A limited form of multiple mononeuropathy (1-2 nerves) presents in HIV-seropositive patients without AIDS and may have an autoimmune origin. A more generalized form (>2 nerves) presents in patients with AIDS. While CMV is often shown to be the cause, the occurrence of clinical CMV in AIDS has declined with the advent of highly active antiretroviral therapy (HAART).

The most common cranial mononeuropathy in HIV patients involves the facial nerve usually occurring around the time of seroconversion. Conditions known to accompany HIV such as CNS (central nervous system) lymphoma, diffuse infiltrative lymphocytosis syndrome, tuberculosis meningitis, syphilis, HSV-1, VZV, and vasculitis can also cause various cranial mononeuropathies.

Herpes zoster can occur in HIV patients in the form of trigeminal neuropathy.

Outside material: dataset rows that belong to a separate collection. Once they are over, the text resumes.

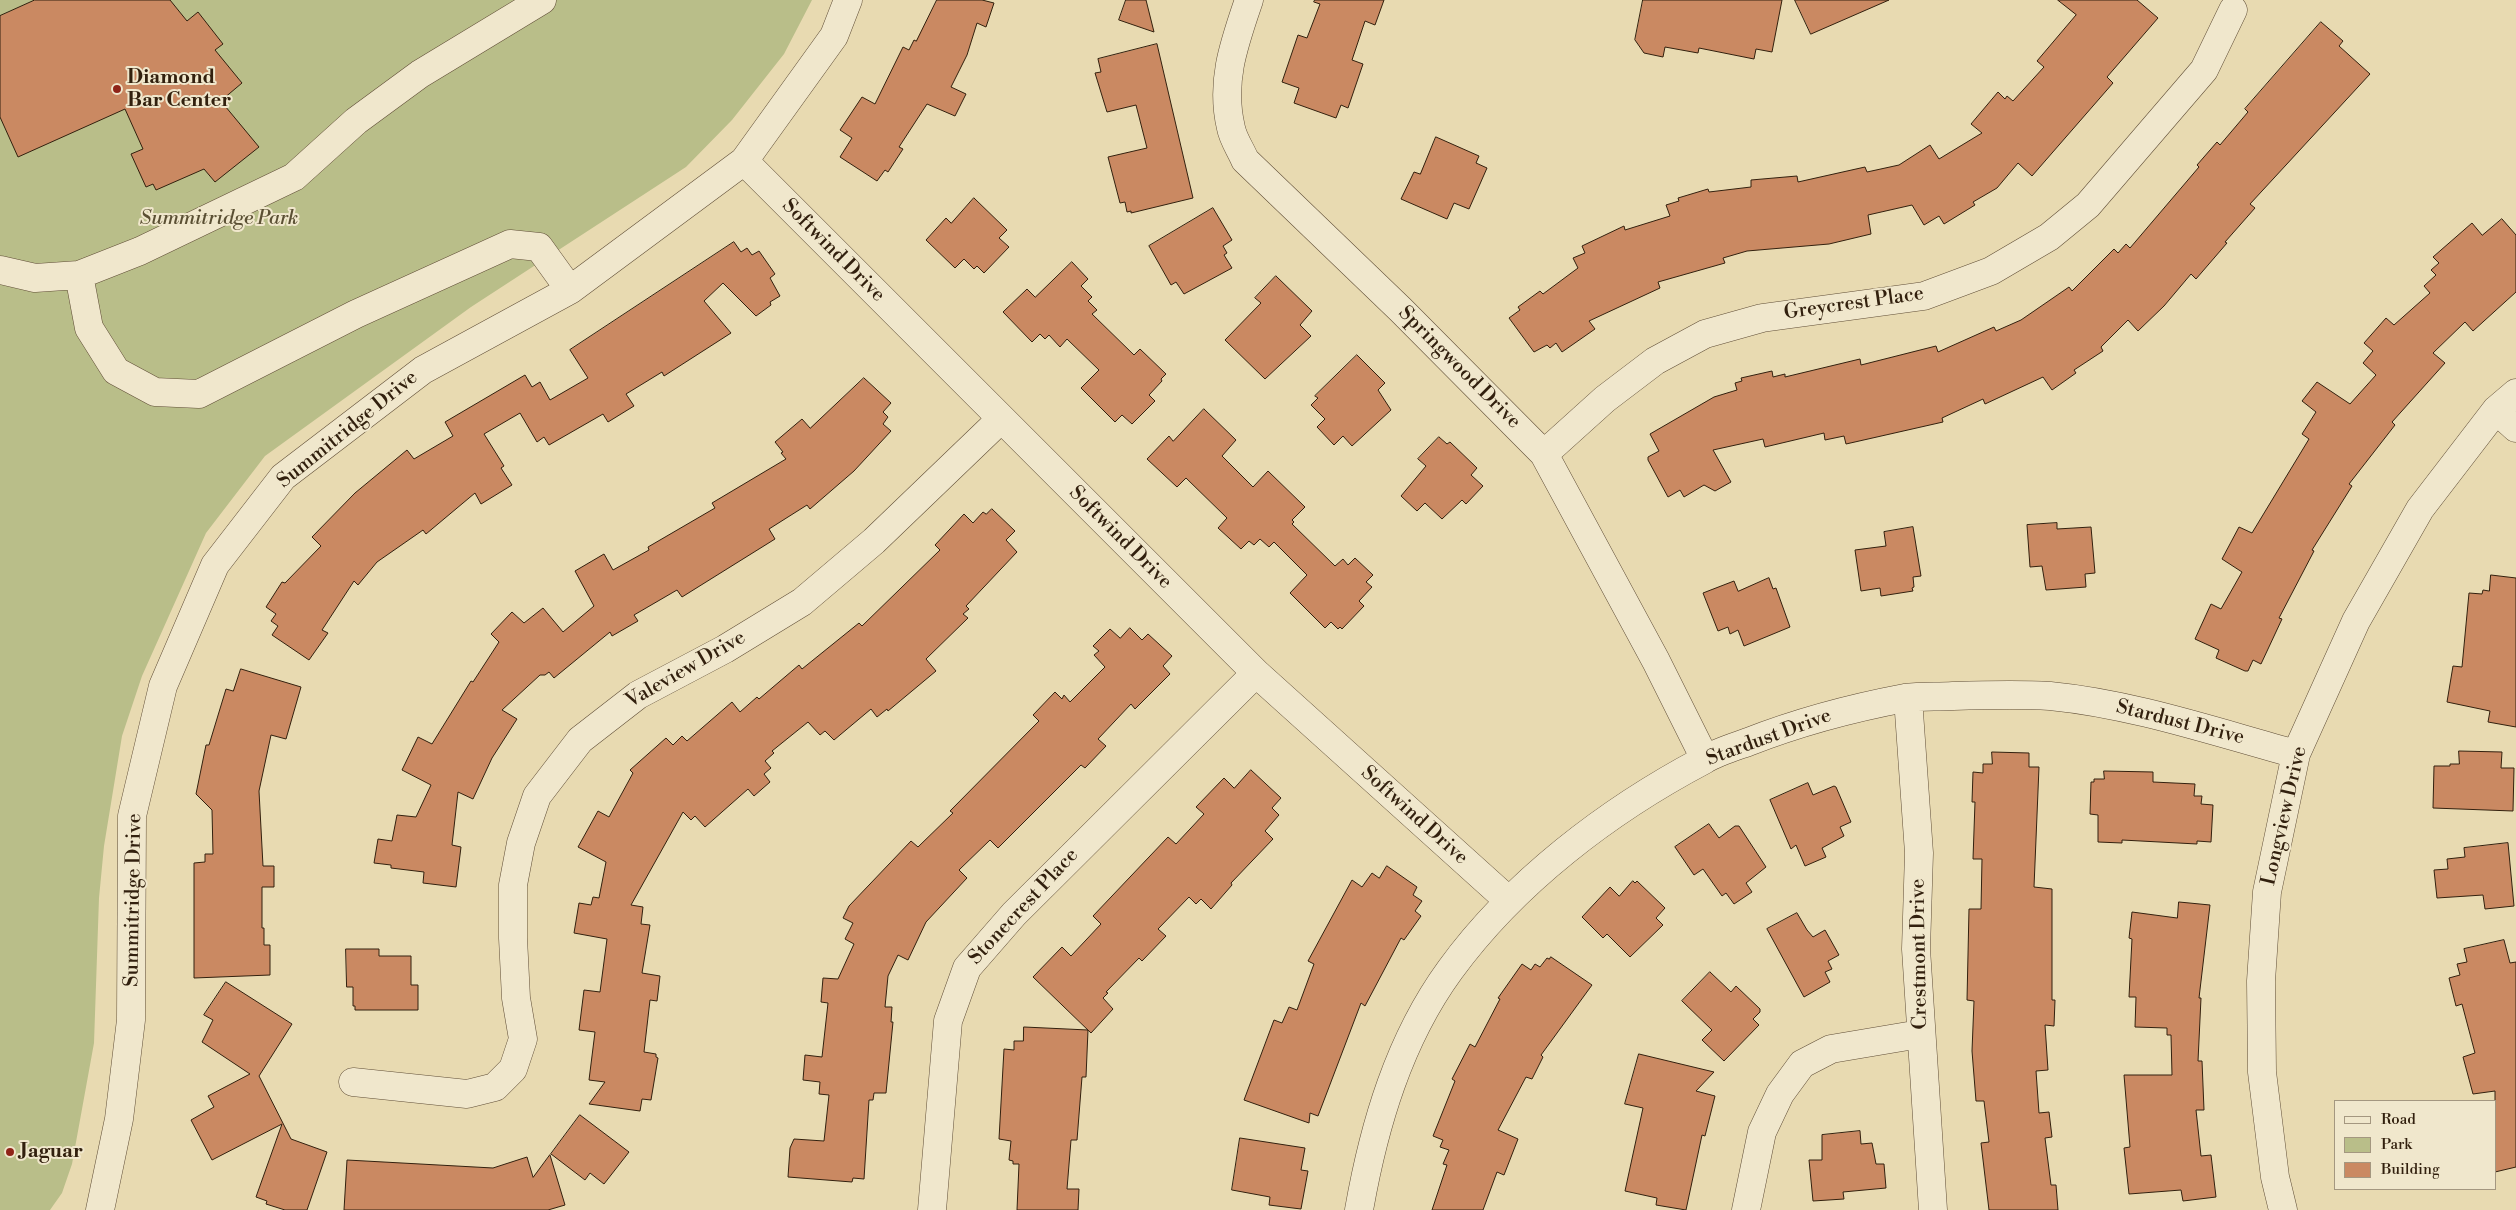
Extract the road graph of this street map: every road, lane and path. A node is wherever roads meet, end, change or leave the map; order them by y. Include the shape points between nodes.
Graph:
1 (542, 0) edge
2 (848, 0) edge
3 (1249, 0) edge
4 (2233, 10) dead end
5 (744, 161) junction
6 (0, 270) edge
7 (79, 275) junction
8 (570, 290) junction
9 (2506, 401) edge
10 (1001, 419) junction
11 (2516, 428) edge
12 (1544, 454) junction
13 (1256, 673) junction
14 (1908, 698) junction
15 (2296, 754) junction
16 (1705, 759) junction
17 (1508, 901) junction
18 (1920, 1034) junction
19 (353, 1082) dead end
20 (100, 1210) edge
21 (932, 1210) edge
22 (1359, 1210) edge
23 (1746, 1210) edge
24 (1933, 1210) edge
25 (2283, 1210) edge

1 - 7 street via 420,74 356,121 294,176 140,251
2 - 5 street, Summitridge Drive via 834,36
3 - 12 street, Springwood Drive via 1230,55 1227,95 1231,130 1245,160
4 - 12 street, Greycrest Place via 2204,70 2088,205 2049,237 1991,271 1924,296 1762,318 1705,334 1655,361 1605,399
5 - 8 street, Summitridge Drive
5 - 10 street, Softwind Drive
6 - 7 street via 35,278
7 - 8 street via 89,328 116,372 155,392 199,394 356,314 510,244 539,247
8 - 20 street, Summitridge Drive via 423,370 283,477 215,565 163,686 132,816 131,1020 119,1119
9 - 11 street
9 - 15 street, Longview Drive via 2420,508 2356,621
10 - 13 street, Softwind Drive
10 - 19 street, Valeview Drive via 874,541 802,602 725,649 638,694 580,740 537,796 521,843 513,886 516,998 523,1039 513,1069 495,1087 467,1094
12 - 16 street, Springwood Drive
13 - 17 street, Softwind Drive
13 - 21 street, Stonecrest Place via 1014,914 967,968 948,1021
14 - 15 street, Stardust Drive via 2049,696 2119,707
14 - 16 street, Stardust Drive via 1774,732
14 - 18 street, Crestmont Drive via 1919,852 1916,949
15 - 25 street, Longview Drive via 2267,892 2261,981 2262,1072 2275,1177
16 - 17 street, Stardust Drive via 1591,828
17 - 22 street, Stardust Drive via 1450,970 1412,1034 1385,1098 1368,1160
18 - 23 street via 1831,1049 1802,1064 1780,1094 1762,1132
18 - 24 street, Crestmont Drive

This is classically asociated with zoster vesicles with dermatomal distribution. Various cranial neuropathies involving the trochlear nerve, facial nerve, and mental branch of the trigeminal nerve can be associated with CNS lymphomas. [11, 12, 13] Diffuse infiltrative lymphocytosis syndrome can cause facial palsy. [14, 11]  Optic neuropathy has been reported in syphilis. [15]  Entrapment neuropathies can occur in advanced HIV disease.